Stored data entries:
--

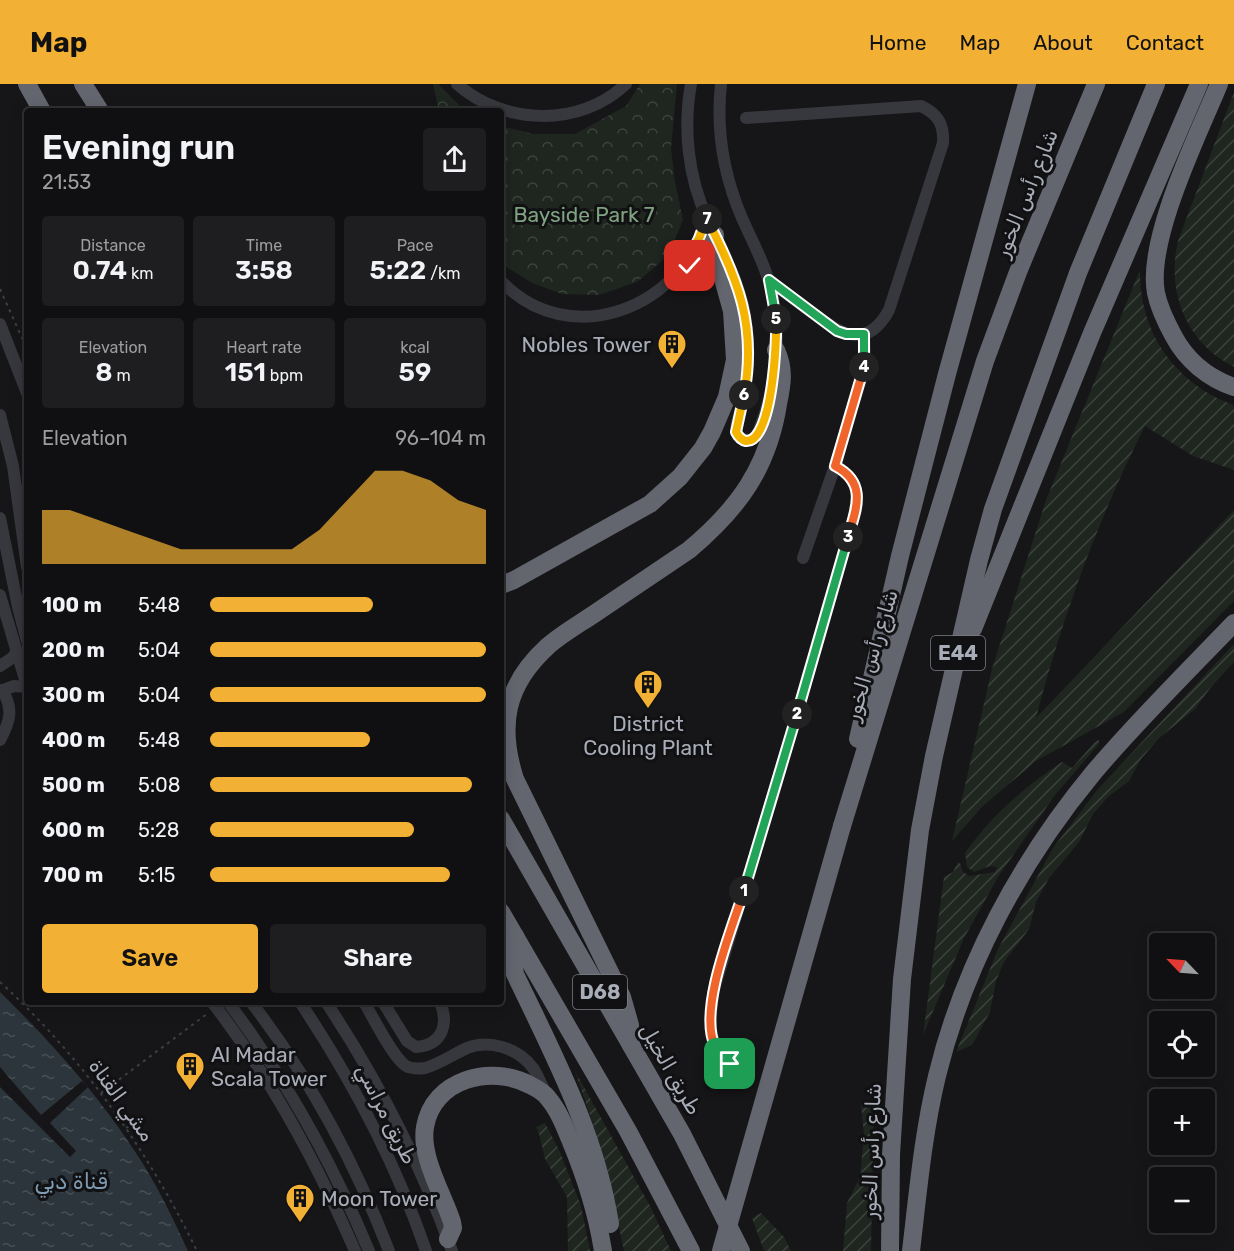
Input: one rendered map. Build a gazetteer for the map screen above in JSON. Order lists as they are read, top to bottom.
{
  "streets": {
    "highway": [
      "شارع رأس الخور",
      "E44",
      "D68",
      "طريق الخيل"
    ],
    "street": ["طريق مراسي"],
    "path": ["مشي القناة"]
  },
  "water": ["قناة دبي"],
  "parks": ["Bayside Park 7"],
  "places": {
    "building": [
      "Nobles Tower",
      "District Cooling Plant",
      "Al Madar Scala Tower",
      "Moon Tower"
    ]
  },
  "north": "top left",
  "page": {
    "header": "Map",
    "nav": [
      "Home",
      "Map",
      "About",
      "Contact"
    ],
    "heading": ["Evening run", "21:53"],
    "pins": [
      "7",
      "5",
      "4",
      "6",
      "3",
      "2",
      "1"
    ],
    "stats": [
      ["Distance", "0.74 km"],
      ["Time", "3:58"],
      ["Pace", "5:22 /km"],
      ["Elevation", "8 m"],
      ["Heart rate", "151 bpm"],
      ["kcal", "59"]
    ],
    "chart": ["Elevation", "96–104 m"],
    "list": [
      {
        "name": "100 m",
        "note": "5:48"
      },
      {
        "name": "200 m",
        "note": "5:04"
      },
      {
        "name": "300 m",
        "note": "5:04"
      },
      {
        "name": "400 m",
        "note": "5:48"
      },
      {
        "name": "500 m",
        "note": "5:08"
      },
      {
        "name": "600 m",
        "note": "5:28"
      },
      {
        "name": "700 m",
        "note": "5:15"
      }
    ],
    "buttons": ["Save", "Share"],
    "map_buttons": ["+", "−"]
  }
}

--

WHAT YOU SHOULD DO: Repeat every entry exactly. Do not include the pictures.

YOUR RESPONSE:
Input: one rendered map. Build a gazetteer for the map screen above in JSON. Order lists as they are read, top to bottom.
{
  "streets": {
    "highway": [
      "شارع رأس الخور",
      "E44",
      "D68",
      "طريق الخيل"
    ],
    "street": ["طريق مراسي"],
    "path": ["مشي القناة"]
  },
  "water": ["قناة دبي"],
  "parks": ["Bayside Park 7"],
  "places": {
    "building": [
      "Nobles Tower",
      "District Cooling Plant",
      "Al Madar Scala Tower",
      "Moon Tower"
    ]
  },
  "north": "top left",
  "page": {
    "header": "Map",
    "nav": [
      "Home",
      "Map",
      "About",
      "Contact"
    ],
    "heading": ["Evening run", "21:53"],
    "pins": [
      "7",
      "5",
      "4",
      "6",
      "3",
      "2",
      "1"
    ],
    "stats": [
      ["Distance", "0.74 km"],
      ["Time", "3:58"],
      ["Pace", "5:22 /km"],
      ["Elevation", "8 m"],
      ["Heart rate", "151 bpm"],
      ["kcal", "59"]
    ],
    "chart": ["Elevation", "96–104 m"],
    "list": [
      {
        "name": "100 m",
        "note": "5:48"
      },
      {
        "name": "200 m",
        "note": "5:04"
      },
      {
        "name": "300 m",
        "note": "5:04"
      },
      {
        "name": "400 m",
        "note": "5:48"
      },
      {
        "name": "500 m",
        "note": "5:08"
      },
      {
        "name": "600 m",
        "note": "5:28"
      },
      {
        "name": "700 m",
        "note": "5:15"
      }
    ],
    "buttons": ["Save", "Share"],
    "map_buttons": ["+", "−"]
  }
}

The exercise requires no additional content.